Sophisticated crop-weather models relying on daily temperature and rainfall values of 2004 also did not calculate yields as high as the actual yields. Predictions and model-generated yields were 7 percent to 15 percent lower than final corn yields for the 11 Corn Belt states, and 15 percent to 33 percent lower than final soybean yields of the Midwest.
Those outcomes, Changnon said, help to reveal that weather conditions critical to generating extremely high yields of all Midwest crops were not detected. He and his son David Changnon, a geography professor at Northern Illinois University in DeKalb, decided to take a closer look at the weather conditions during 2004.
“A climatological evaluation revealed that summer 2004 conditions were unlike any experienced during the past 117 years,” Stanley Changnon said.
They found that an unusually high number of sunny days had occurred, aiding photosynthesis. The frequency of summer days with clear skies was a critical, beneficial factor for all the crops grown in the Midwest.
“When a large number of clear days occurred in most previous summers, conditions were hot and dry with much above average temperatures and below average rainfall. Temperatures in 18 of the 33 summers between 1888 and 2003 with frequent clear skies averaged between 1.2 degrees Farenheit and 4.5 degrees Farenheit above the long-term average,” Stanley Changnon said.

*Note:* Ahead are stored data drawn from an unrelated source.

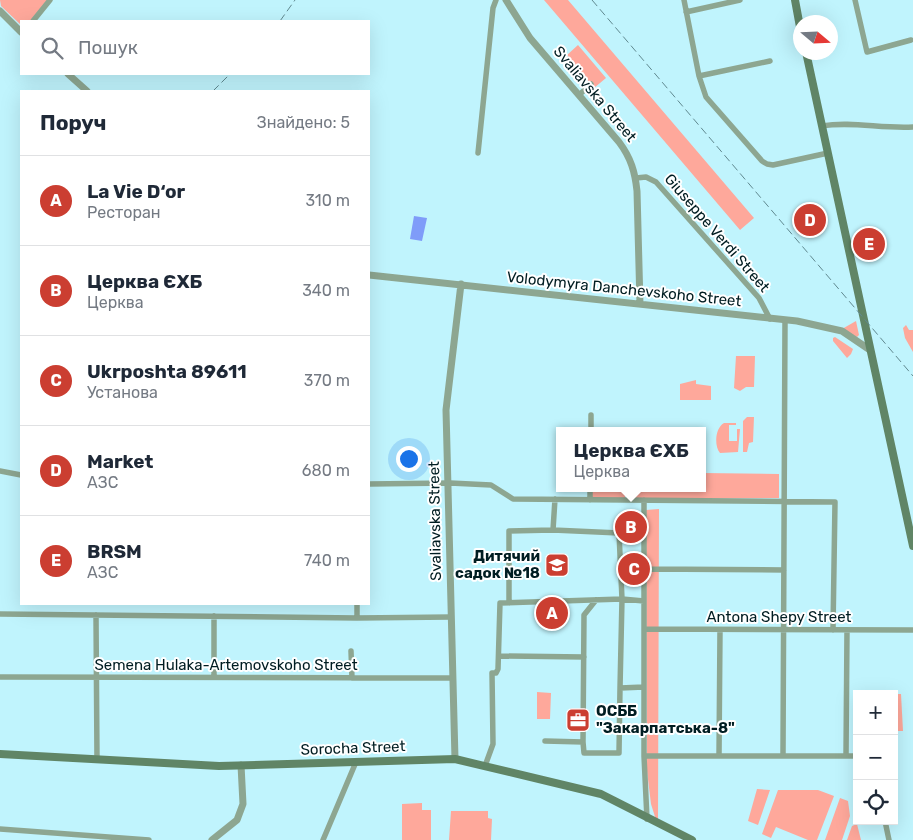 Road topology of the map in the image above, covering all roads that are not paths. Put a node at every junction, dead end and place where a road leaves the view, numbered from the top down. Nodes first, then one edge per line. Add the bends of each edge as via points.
1 (50, 0) edge
2 (496, 0) edge
3 (506, 0) edge
4 (684, 0) edge
5 (740, 0) edge
6 (795, 0) edge
7 (855, 0) edge
8 (0, 12) edge
9 (686, 12) junction
10 (798, 15) edge
11 (0, 17) edge
12 (34, 20) edge
13 (20, 31) edge
14 (911, 40) dead end
15 (808, 60) edge
16 (770, 61) dead end
17 (69, 75) edge
18 (699, 76) junction
19 (591, 84) dead end
20 (86, 90) edge
21 (579, 96) junction
22 (822, 126) junction
23 (913, 127) edge
24 (478, 153) dead end
25 (828, 153) junction
26 (636, 178) junction
27 (370, 274) edge
28 (462, 284) junction
29 (640, 304) junction
30 (770, 319) junction
31 (785, 320) junction
32 (870, 350) junction
33 (591, 415) dead end
34 (591, 427) edge
35 (0, 471) edge
36 (20, 475) edge
37 (448, 483) junction
38 (370, 484) edge
39 (590, 492) edge
40 (555, 499) junction
41 (590, 500) junction
42 (644, 500) junction
43 (784, 501) junction
44 (553, 530) junction
45 (913, 546) edge
46 (644, 569) junction
47 (784, 570) junction
48 (622, 599) junction
49 (596, 600) junction
50 (644, 601) junction
51 (509, 603) junction
52 (357, 605) edge
53 (0, 614) edge
54 (96, 615) junction
55 (214, 616) junction
56 (451, 617) junction
57 (357, 618) junction
58 (644, 629) junction
59 (720, 630) junction
60 (783, 630) junction
61 (834, 630) junction
62 (847, 630) junction
63 (913, 630) edge
64 (351, 651) dead end
65 (499, 656) junction
66 (584, 657) junction
67 (0, 677) edge
68 (214, 677) junction
69 (96, 678) junction
70 (352, 678) junction
71 (452, 678) junction
72 (644, 687) junction
73 (620, 688) junction
74 (545, 742) dead end
75 (583, 742) junction
76 (0, 754) edge
77 (782, 755) junction
78 (644, 756) junction
79 (719, 756) junction
80 (846, 756) junction
81 (853, 756) edge
82 (455, 759) junction
83 (97, 760) junction
84 (356, 762) junction
85 (241, 765) junction
86 (485, 766) junction
87 (648, 819) junction
88 (886, 825) edge
89 (0, 829) edge
90 (149, 840) edge
91 (212, 840) edge
92 (323, 840) edge
93 (692, 840) edge
94 (889, 840) edge

1 - 12 street
2 - 24 street
3 - 21 street, Svaliavska Street via 530,38
4 - 9 street
5 - 9 street
6 - 10 main road
7 - 14 street via 866,52
8 - 13 street
9 - 18 street
11 - 13 street
15 - 22 main road
16 - 18 street
17 - 20 street
18 - 25 street via 710,101 767,164
19 - 21 street
21 - 26 street, Svaliavska Street via 625,150
22 - 23 street
22 - 25 main road
25 - 32 main road
26 - 29 street, Svaliavska Street
26 - 30 street, Giuseppe Verdi Street via 646,177 656,182 759,298
27 - 28 street, Volodymyra Danchevskoho Street
28 - 29 street, Volodymyra Danchevskoho Street
28 - 37 street, Svaliavska Street via 446,410
29 - 30 street, Volodymyra Danchevskoho Street
30 - 31 street, Volodymyra Danchevskoho Street
31 - 32 street, Volodymyra Danchevskoho Street via 842,331
31 - 43 street
32 - 45 main road
33 - 34 street
35 - 36 street
37 - 38 street
37 - 40 street via 491,485 513,499
37 - 56 street, Svaliavska Street
39 - 41 street
40 - 41 street
40 - 44 street
41 - 42 street
42 - 43 street
42 - 46 street
43 - 47 street
43 - 61 street via 835,502
44 - 48 street via 619,533
44 - 51 street via 509,531
46 - 47 street
46 - 50 street
47 - 60 street
48 - 49 street
48 - 50 street
48 - 73 street
49 - 51 street
49 - 66 street via 584,615
50 - 58 street
51 - 65 street via 500,603
52 - 57 street
53 - 54 street
54 - 55 street
54 - 69 street
55 - 57 street
55 - 68 street
56 - 57 street
56 - 71 street, Svaliavska Street
58 - 59 street, Antona Shepy Street
58 - 72 street
59 - 60 street, Antona Shepy Street
59 - 79 street
60 - 61 street, Antona Shepy Street
60 - 77 street
61 - 62 street, Antona Shepy Street
62 - 63 street, Antona Shepy Street
62 - 80 street
64 - 70 street
65 - 66 street
65 - 86 street via 498,670 492,674 493,744
66 - 75 street
67 - 69 street, Semena Hulaka-Artemovskoho Street
68 - 69 street, Semena Hulaka-Artemovskoho Street
68 - 70 street, Semena Hulaka-Artemovskoho Street
69 - 83 street
70 - 71 street, Semena Hulaka-Artemovskoho Street
71 - 82 street, Svaliavska Street
72 - 73 street
72 - 78 street
73 - 75 street via 619,753 584,753
74 - 75 street
76 - 83 main road, Sorocha Street
77 - 79 street
77 - 80 street
78 - 79 street
78 - 87 street
80 - 81 street
82 - 84 main road, Sorocha Street
82 - 86 main road, Sorocha Street
83 - 85 main road, Sorocha Street
84 - 85 main road, Sorocha Street
84 - 92 street
85 - 91 street via 243,804 238,820
86 - 87 main road, Sorocha Street via 601,794
87 - 93 main road, Sorocha Street
88 - 94 street
89 - 90 street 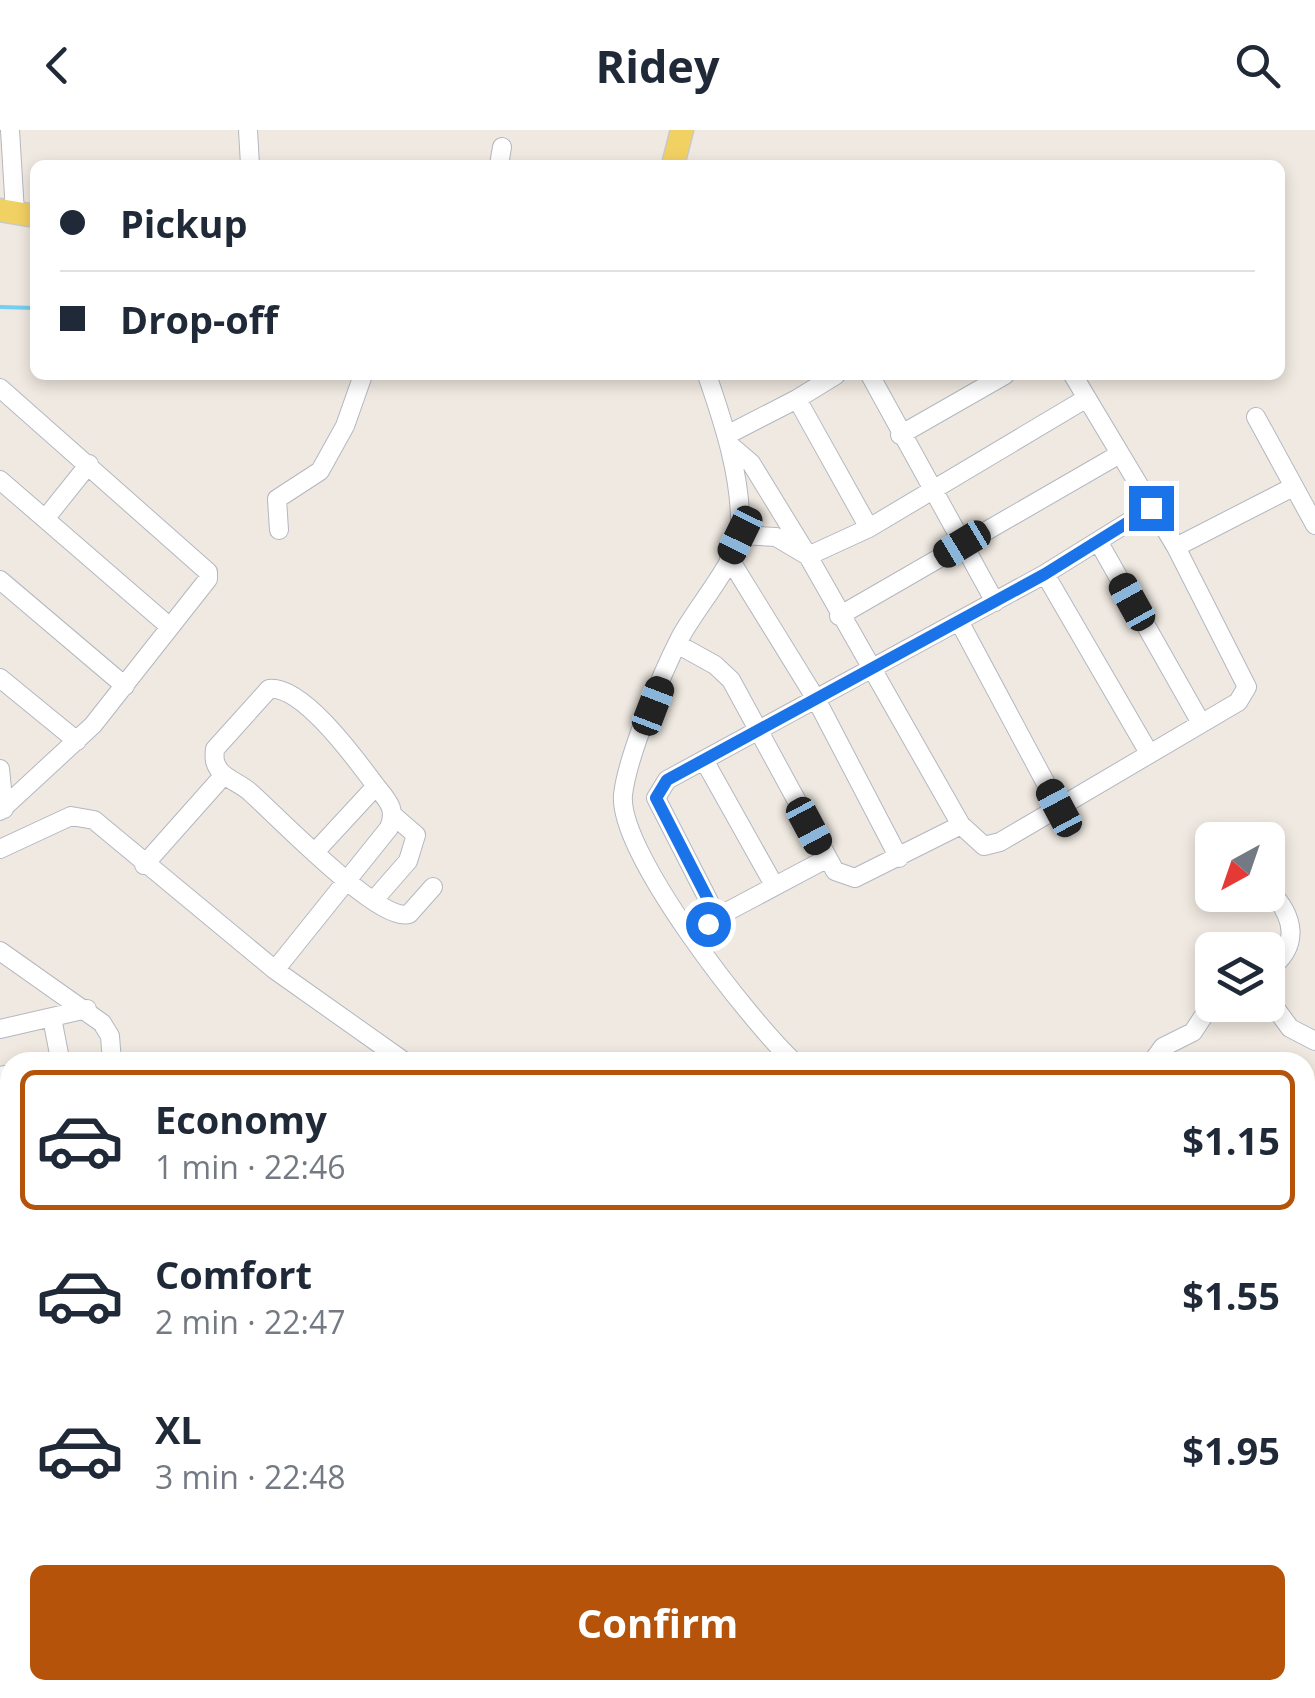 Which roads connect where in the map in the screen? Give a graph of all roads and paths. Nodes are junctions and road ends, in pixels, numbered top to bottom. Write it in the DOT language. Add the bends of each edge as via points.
graph roads {
  1 [pos="10,130"];
  2 [pos="248,130"];
  3 [pos="682,130"];
  4 [pos="250,160"];
  5 [pos="673,160"];
  6 [pos="17,213"];
  7 [pos="362,380"];
  8 [pos="709,380"];
  9 [pos="828,380"];
  10 [pos="872,380"];
  11 [pos="997,380"];
  12 [pos="1076,380"];
  13 [pos="0,388"];
  14 [pos="1087,398"];
  15 [pos="797,399"];
  16 [pos="1256,417"];
  17 [pos="900,435"];
  18 [pos="729,440"];
  19 [pos="1118,455"];
  20 [pos="89,464"];
  21 [pos="0,480"];
  22 [pos="1293,487"];
  23 [pos="930,490"];
  24 [pos="1151,508"];
  25 [pos="45,518"];
  26 [pos="1315,524"];
  27 [pos="869,528"];
  28 [pos="279,530"];
  29 [pos="740,535"];
  30 [pos="1098,541"];
  31 [pos="962,544"];
  32 [pos="1176,546"];
  33 [pos="808,556"];
  34 [pos="729,558"];
  35 [pos="1045,574"];
  36 [pos="0,580"];
  37 [pos="994,602"];
  38 [pos="840,616"];
  39 [pos="959,621"];
  40 [pos="170,627"];
  41 [pos="677,644"];
  42 [pos="871,670"];
  43 [pos="0,678"];
  44 [pos="124,686"];
  45 [pos="816,700"];
  46 [pos="1201,723"];
  47 [pos="758,730"];
  48 [pos="77,741"];
  49 [pos="1149,753"];
  50 [pos="704,760"];
  51 [pos="0,769"];
  52 [pos="223,776"];
  53 [pos="376,786"];
  54 [pos="1059,808"];
  55 [pos="2,810"];
  56 [pos="394,816"];
  57 [pos="961,825"];
  58 [pos="0,849"];
  59 [pos="315,852"];
  60 [pos="899,858"];
  61 [pos="826,859"];
  62 [pos="144,865"];
  63 [pos="347,880"];
  64 [pos="433,886"];
  65 [pos="774,886"];
  66 [pos="374,900"];
  67 [pos="1285,912"];
  68 [pos="717,917"];
  69 [pos="691,936"];
  70 [pos="0,951"];
  71 [pos="1285,955"];
  72 [pos="275,970"];
  73 [pos="87,1010"];
  74 [pos="52,1018"];
  75 [pos="1285,1021"];
  76 [pos="1200,1022"];
  77 [pos="0,1030"];
  78 [pos="1315,1041"];
  79 [pos="59,1052"];
  80 [pos="111,1052"];
  81 [pos="392,1052"];
  82 [pos="778,1052"];
  83 [pos="1159,1052"];
  1 -- 6 [label="street"];
  2 -- 4 [label="street"];
  3 -- 5 [label="main road"];
  7 -- 28 [label="street" via="320,471 277,498"];
  8 -- 18 [label="street"];
  9 -- 15 [label="street"];
  10 -- 17 [label="street"];
  11 -- 17 [label="street"];
  12 -- 14 [label="street"];
  13 -- 20 [label="street"];
  14 -- 19 [label="street"];
  14 -- 23 [label="street"];
  15 -- 18 [label="street"];
  15 -- 27 [label="street"];
  16 -- 22 [label="street"];
  17 -- 23 [label="street"];
  18 -- 29 [label="street"];
  18 -- 33 [label="street"];
  19 -- 24 [label="street"];
  19 -- 31 [label="street"];
  20 -- 25 [label="street"];
  20 -- 40 [label="street" via="206,566 208,579"];
  21 -- 25 [label="street"];
  22 -- 26 [label="street"];
  22 -- 32 [label="street"];
  23 -- 27 [label="street"];
  23 -- 31 [label="street"];
  24 -- 30 [label="street"];
  24 -- 32 [label="street"];
  25 -- 40 [label="street"];
  27 -- 33 [label="street"];
  29 -- 33 [label="street" via="776,537"];
  29 -- 34 [label="street"];
  30 -- 35 [label="street"];
  30 -- 46 [label="street"];
  31 -- 37 [label="street"];
  31 -- 38 [label="street"];
  32 -- 46 [label="street" via="1247,686 1238,702"];
  33 -- 38 [label="street"];
  34 -- 41 [label="street"];
  34 -- 45 [label="street"];
  35 -- 37 [label="street"];
  35 -- 49 [label="street"];
  36 -- 44 [label="street"];
  37 -- 39 [label="street"];
  38 -- 42 [label="street"];
  39 -- 42 [label="street"];
  39 -- 54 [label="street"];
  40 -- 44 [label="street"];
  41 -- 47 [label="street" via="731,680"];
  41 -- 69 [label="street" via="623,796 632,837"];
  42 -- 45 [label="street"];
  42 -- 57 [label="street"];
  43 -- 48 [label="street"];
  44 -- 48 [label="street"];
  45 -- 47 [label="street"];
  45 -- 60 [label="street"];
  46 -- 49 [label="street"];
  47 -- 50 [label="street"];
  47 -- 61 [label="street"];
  48 -- 55 [label="street"];
  49 -- 54 [label="street"];
  50 -- 65 [label="street"];
  50 -- 68 [label="street" via="667,780 656,798"];
  51 -- 55 [label="street"];
  52 -- 53 [label="street" via="215,749 260,695 278,688 332,731"];
  52 -- 59 [label="street" via="248,790"];
  52 -- 62 [label="street"];
  53 -- 56 [label="street"];
  53 -- 59 [label="street"];
  54 -- 57 [label="street" via="990,846 977,843"];
  56 -- 63 [label="street"];
  56 -- 66 [label="street" via="416,835 415,848"];
  57 -- 60 [label="street"];
  58 -- 62 [label="street" via="82,816"];
  59 -- 63 [label="street"];
  60 -- 61 [label="street" via="855,878 835,871"];
  61 -- 65 [label="street"];
  62 -- 72 [label="street"];
  63 -- 66 [label="street"];
  63 -- 72 [label="street"];
  64 -- 66 [label="street" via="400,917"];
  65 -- 68 [label="street"];
  67 -- 71 [label="street" via="1293,932"];
  68 -- 69 [label="street"];
  69 -- 82 [label="street"];
  70 -- 73 [label="street"];
  72 -- 81 [label="street"];
  73 -- 74 [label="street"];
  73 -- 80 [label="street" via="110,1036"];
  74 -- 77 [label="street"];
  74 -- 79 [label="street"];
  75 -- 78 [label="street"];
  76 -- 83 [label="street"];
}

Summers with frequent clear skies, well below average temperatures, and above average rainfall occurred in just two years in the past 117 years: 1927 and 2004. Skies were clear on many more days in 2004 than in 1927, and June and August rainfall in both years had different magnitudes. Thus, the 2004 weather conditions were anomalous.
Summers with below average temperatures in all three months (June, July and August), as in 2004, occurred in 18 previous summers between 1888 and 2003. Sky conditions during those cool summers were mostly cloudy, quite different than in 2004.
Sunny, cool conditions in 2004 were a result of 20 cold Canadian fronts that crossed the Midwest, followed by strong high-pressure systems for several days. Each such intrusion dropped temperatures 5-15 degrees, followed by several clear days. High-pressure centers dominated the atmospheric circulation and kept warm, stationary fronts with their attendant penetrations of warm, moist air masses away from the Midwest.
“The atmospheric circulation pattern during summer 2004 was unusual, but these conditions and their crop impacts are not considered indicative of those expected with a change in climate due to global warming,” Stanley Changnon said.